TASK PROMPT
Only the lines from the top of the records below through the line containing "I need the junctions" should be printed, exactly and without pictures.

EXERCISE MATERIALS
====
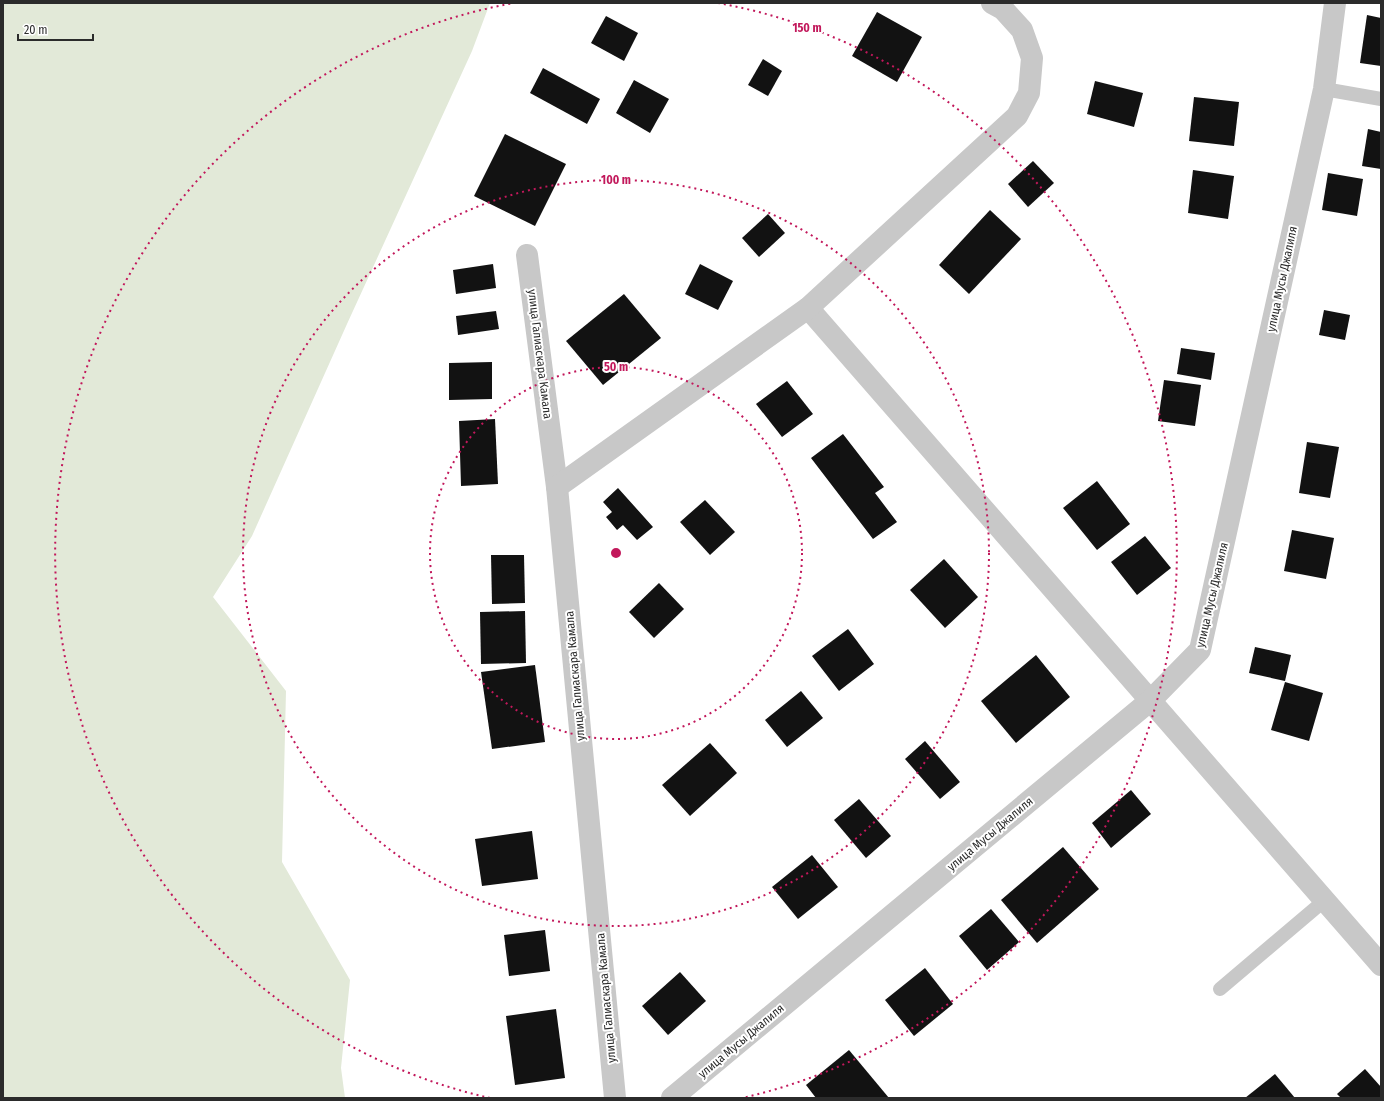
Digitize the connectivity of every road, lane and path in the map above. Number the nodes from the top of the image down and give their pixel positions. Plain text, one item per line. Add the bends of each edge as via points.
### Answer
1 (992, 3) edge
2 (1335, 3) edge
3 (1324, 89) junction
4 (1381, 98) edge
5 (527, 254) dead end
6 (808, 308) junction
7 (556, 487) junction
8 (1151, 700) junction
9 (1325, 900) junction
10 (1381, 965) edge
11 (1220, 989) dead end
12 (615, 1098) edge
13 (672, 1098) edge

1 - 6 street via 1003,9 1022,30 1032,58 1029,92 1017,116
2 - 3 street, улица Мусы Джалиля
3 - 4 lane
3 - 8 street, улица Мусы Джалиля via 1200,650
5 - 7 street, улица Галиаскара Камала
6 - 7 street
6 - 8 street
7 - 12 street, улица Галиаскара Камала
8 - 9 street
8 - 13 street, улица Мусы Джалиля
9 - 10 street
9 - 11 lane

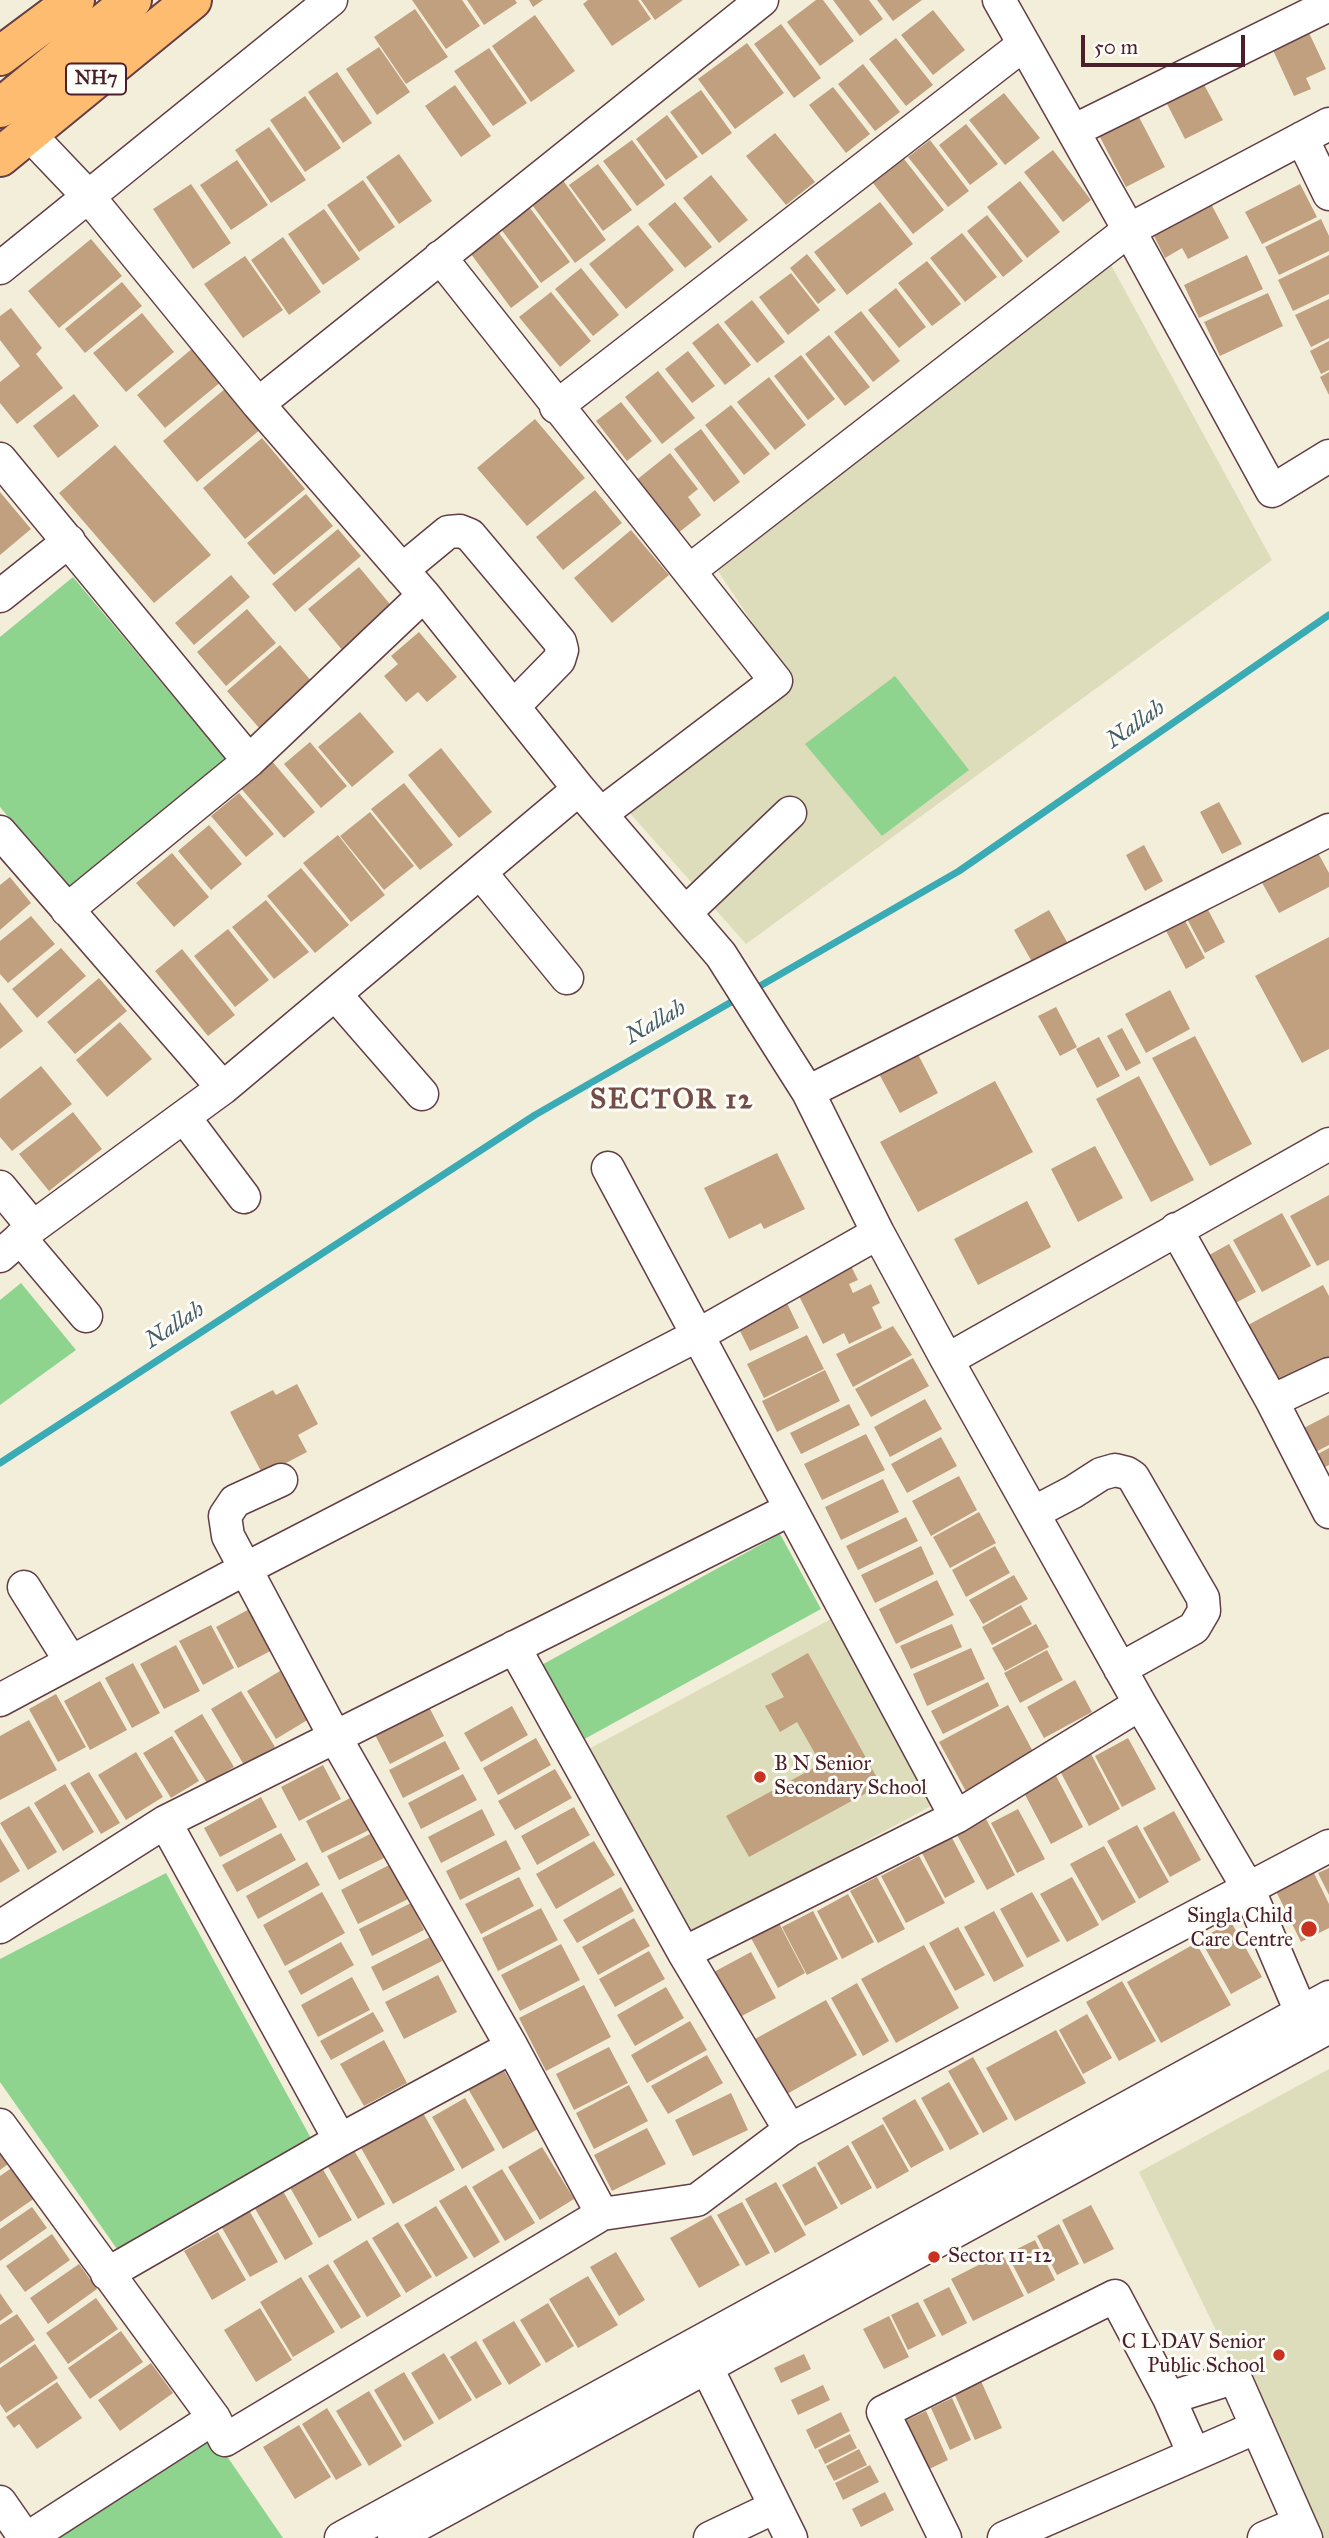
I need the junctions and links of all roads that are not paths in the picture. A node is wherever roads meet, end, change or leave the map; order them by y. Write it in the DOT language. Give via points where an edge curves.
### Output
graph roads {
  1 [pos="33,0"];
  2 [pos="75,0"];
  3 [pos="132,0"];
  4 [pos="192,0"];
  5 [pos="331,0"];
  6 [pos="762,0"];
  7 [pos="999,0"];
  8 [pos="1329,5"];
  9 [pos="0,25"];
  10 [pos="1023,44"];
  11 [pos="0,56"];
  12 [pos="0,108"];
  13 [pos="1073,131"];
  14 [pos="1316,131"];
  15 [pos="14,145"];
  16 [pos="1329,194"];
  17 [pos="88,196"];
  18 [pos="1129,230"];
  19 [pos="440,257"];
  20 [pos="0,268"];
  21 [pos="258,404"];
  22 [pos="556,407"];
  23 [pos="1329,456"];
  24 [pos="0,459"];
  25 [pos="69,541"];
  26 [pos="402,569"];
  27 [pos="689,571"];
  28 [pos="424,594"];
  29 [pos="0,596"];
  30 [pos="514,706"];
  31 [pos="249,761"];
  32 [pos="579,789"];
  33 [pos="602,813"];
  34 [pos="790,813"];
  35 [pos="1329,830"];
  36 [pos="0,832"];
  37 [pos="480,872"];
  38 [pos="67,910"];
  39 [pos="685,913"];
  40 [pos="567,978"];
  41 [pos="335,994"];
  42 [pos="223,1088"];
  43 [pos="808,1093"];
  44 [pos="422,1094"];
  45 [pos="184,1117"];
  46 [pos="1329,1144"];
  47 [pos="608,1168"];
  48 [pos="0,1187"];
  49 [pos="244,1197"];
  50 [pos="1176,1229"];
  51 [pos="878,1233"];
  52 [pos="18,1240"];
  53 [pos="86,1315"];
  54 [pos="698,1335"];
  55 [pos="947,1360"];
  56 [pos="1329,1374"];
  57 [pos="1272,1401"];
  58 [pos="281,1480"];
  59 [pos="791,1509"];
  60 [pos="1329,1512"];
  61 [pos="1032,1513"];
  62 [pos="245,1569"];
  63 [pos="24,1587"];
  64 [pos="514,1647"];
  65 [pos="71,1662"];
  66 [pos="1120,1669"];
  67 [pos="0,1700"];
  68 [pos="1140,1704"];
  69 [pos="335,1737"];
  70 [pos="956,1816"];
  71 [pos="165,1822"];
  72 [pos="1329,1846"];
  73 [pos="1248,1888"];
  74 [pos="0,1927"];
  75 [pos="684,1953"];
  76 [pos="1329,1997"];
  77 [pos="1315,2025"];
  78 [pos="512,2047"];
  79 [pos="0,2125"];
  80 [pos="790,2130"];
  81 [pos="341,2140"];
  82 [pos="602,2214"];
  83 [pos="107,2274"];
  84 [pos="701,2356"];
  85 [pos="1169,2399"];
  86 [pos="214,2418"];
  87 [pos="1256,2427"];
  88 [pos="1194,2454"];
  89 [pos="0,2502"];
  90 [pos="775,2507"];
  91 [pos="1303,2530"];
  92 [pos="27,2538"];
  93 [pos="341,2538"];
  94 [pos="394,2538"];
  95 [pos="710,2538"];
  96 [pos="791,2538"];
  97 [pos="945,2538"];
  98 [pos="1004,2538"];
  99 [pos="1264,2538"];
  1 -- 9 [label="highway"];
  2 -- 11 [label="highway"];
  3 -- 12 [label="highway"];
  4 -- 15 [label="highway, NH7"];
  5 -- 17 [label="street"];
  6 -- 19 [label="street"];
  7 -- 10 [label="street"];
  8 -- 13 [label="street"];
  10 -- 13 [label="street"];
  10 -- 22 [label="street"];
  13 -- 18 [label="street"];
  14 -- 16 [label="street"];
  14 -- 18 [label="street"];
  15 -- 17 [label="street"];
  17 -- 20 [label="street"];
  17 -- 21 [label="street"];
  18 -- 23 [label="street" via="1272,491"];
  18 -- 27 [label="street"];
  19 -- 21 [label="street"];
  19 -- 22 [label="street"];
  21 -- 26 [label="street"];
  22 -- 27 [label="street"];
  24 -- 25 [label="street"];
  25 -- 29 [label="street"];
  25 -- 31 [label="street"];
  26 -- 28 [label="street"];
  26 -- 30 [label="street" via="449,532 471,535 560,642 559,660"];
  27 -- 33 [label="street" via="776,681"];
  28 -- 30 [label="street"];
  28 -- 31 [label="street"];
  30 -- 32 [label="street"];
  31 -- 38 [label="street"];
  32 -- 33 [label="street"];
  32 -- 37 [label="street"];
  33 -- 39 [label="street"];
  34 -- 39 [label="street"];
  35 -- 43 [label="street"];
  36 -- 38 [label="street"];
  37 -- 40 [label="street"];
  37 -- 41 [label="street"];
  38 -- 42 [label="street"];
  39 -- 43 [label="street" via="721,956"];
  41 -- 42 [label="street"];
  41 -- 44 [label="street"];
  42 -- 45 [label="street"];
  43 -- 51 [label="street"];
  45 -- 49 [label="street"];
  45 -- 52 [label="street"];
  46 -- 50 [label="street"];
  47 -- 54 [label="street"];
  48 -- 52 [label="street"];
  50 -- 55 [label="street"];
  50 -- 57 [label="street"];
  51 -- 54 [label="street"];
  51 -- 55 [label="street"];
  52 -- 53 [label="street"];
  54 -- 59 [label="street"];
  54 -- 62 [label="street"];
  55 -- 61 [label="street"];
  56 -- 57 [label="street"];
  57 -- 60 [label="street"];
  58 -- 62 [label="street" via="235,1502 225,1516 228,1536"];
  59 -- 64 [label="street"];
  59 -- 70 [label="street"];
  61 -- 66 [label="street"];
  61 -- 66 [label="street" via="1101,1474 1127,1473 1202,1598 1204,1611 1194,1628"];
  62 -- 65 [label="street"];
  62 -- 69 [label="street"];
  63 -- 65 [label="street"];
  64 -- 69 [label="street"];
  64 -- 75 [label="street"];
  65 -- 67 [label="street"];
  66 -- 68 [label="street"];
  68 -- 70 [label="street"];
  68 -- 73 [label="street"];
  69 -- 71 [label="street"];
  69 -- 78 [label="street"];
  70 -- 75 [label="street"];
  71 -- 74 [label="street"];
  71 -- 81 [label="street"];
  72 -- 73 [label="street"];
  73 -- 77 [label="street"];
  73 -- 80 [label="street"];
  75 -- 80 [label="street"];
  76 -- 77 [label="street"];
  77 -- 84 [label="street"];
  78 -- 81 [label="street"];
  78 -- 82 [label="street"];
  79 -- 83 [label="street"];
  80 -- 82 [label="street" via="697,2200"];
  81 -- 83 [label="street"];
  82 -- 86 [label="street" via="225,2440"];
  83 -- 86 [label="street"];
  84 -- 90 [label="street"];
  84 -- 93 [label="street"];
  84 -- 94 [label="street"];
  85 -- 87 [label="street" via="1233,2378"];
  85 -- 88 [label="street"];
  85 -- 97 [label="street" via="1115,2296 887,2409 884,2417"];
  86 -- 92 [label="street"];
  87 -- 88 [label="street"];
  87 -- 91 [label="street"];
  88 -- 98 [label="street"];
  89 -- 92 [label="street"];
  90 -- 95 [label="street"];
  90 -- 96 [label="street"];
  91 -- 99 [label="street"];
}
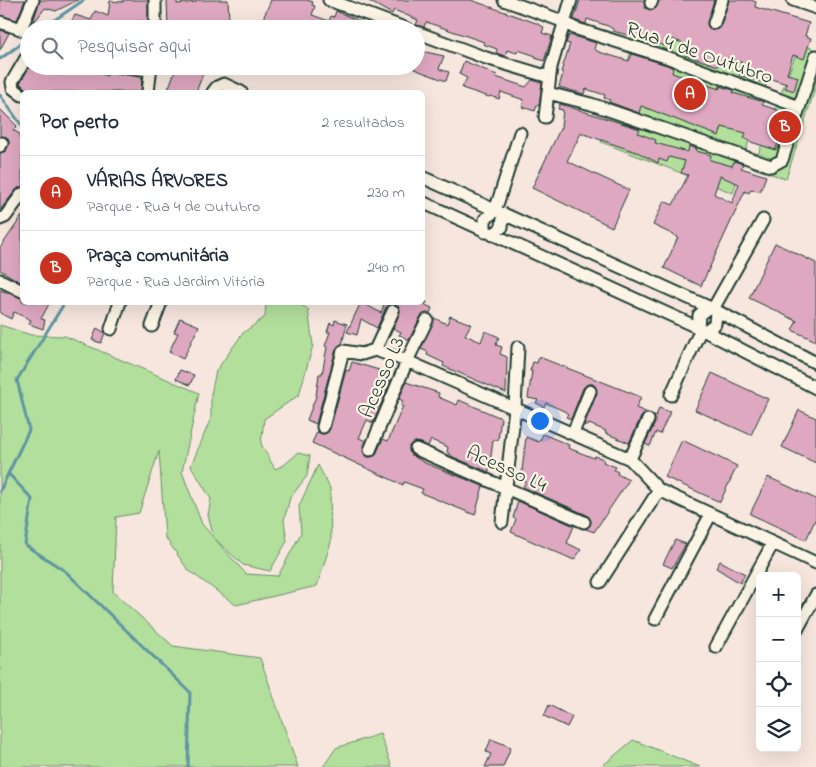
====
ANSWER SECTION
Digitize the connectivity of every road, lane and path in the map above. Number the nodes from the top of the image down and give their pixel positions. Plain text, one item per line. Add the bends of each edge as via points.
### Answer
1 (992, 3) edge
2 (1335, 3) edge
3 (1324, 89) junction
4 (1381, 98) edge
5 (527, 254) dead end
6 (808, 308) junction
7 (556, 487) junction
8 (1151, 700) junction
9 (1325, 900) junction
10 (1381, 965) edge
11 (1220, 989) dead end
12 (615, 1098) edge
13 (672, 1098) edge

1 - 6 street via 1003,9 1022,30 1032,58 1029,92 1017,116
2 - 3 street, улица Мусы Джалиля
3 - 4 lane
3 - 8 street, улица Мусы Джалиля via 1200,650
5 - 7 street, улица Галиаскара Камала
6 - 7 street
6 - 8 street
7 - 12 street, улица Галиаскара Камала
8 - 9 street
8 - 13 street, улица Мусы Джалиля
9 - 10 street
9 - 11 lane

I need the junctions and links of all roads that are not paths in the picture. A node is wherever roads meet, end, change or leave the map; order them by y. Write it in the DOT language. Give via points where an edge curves.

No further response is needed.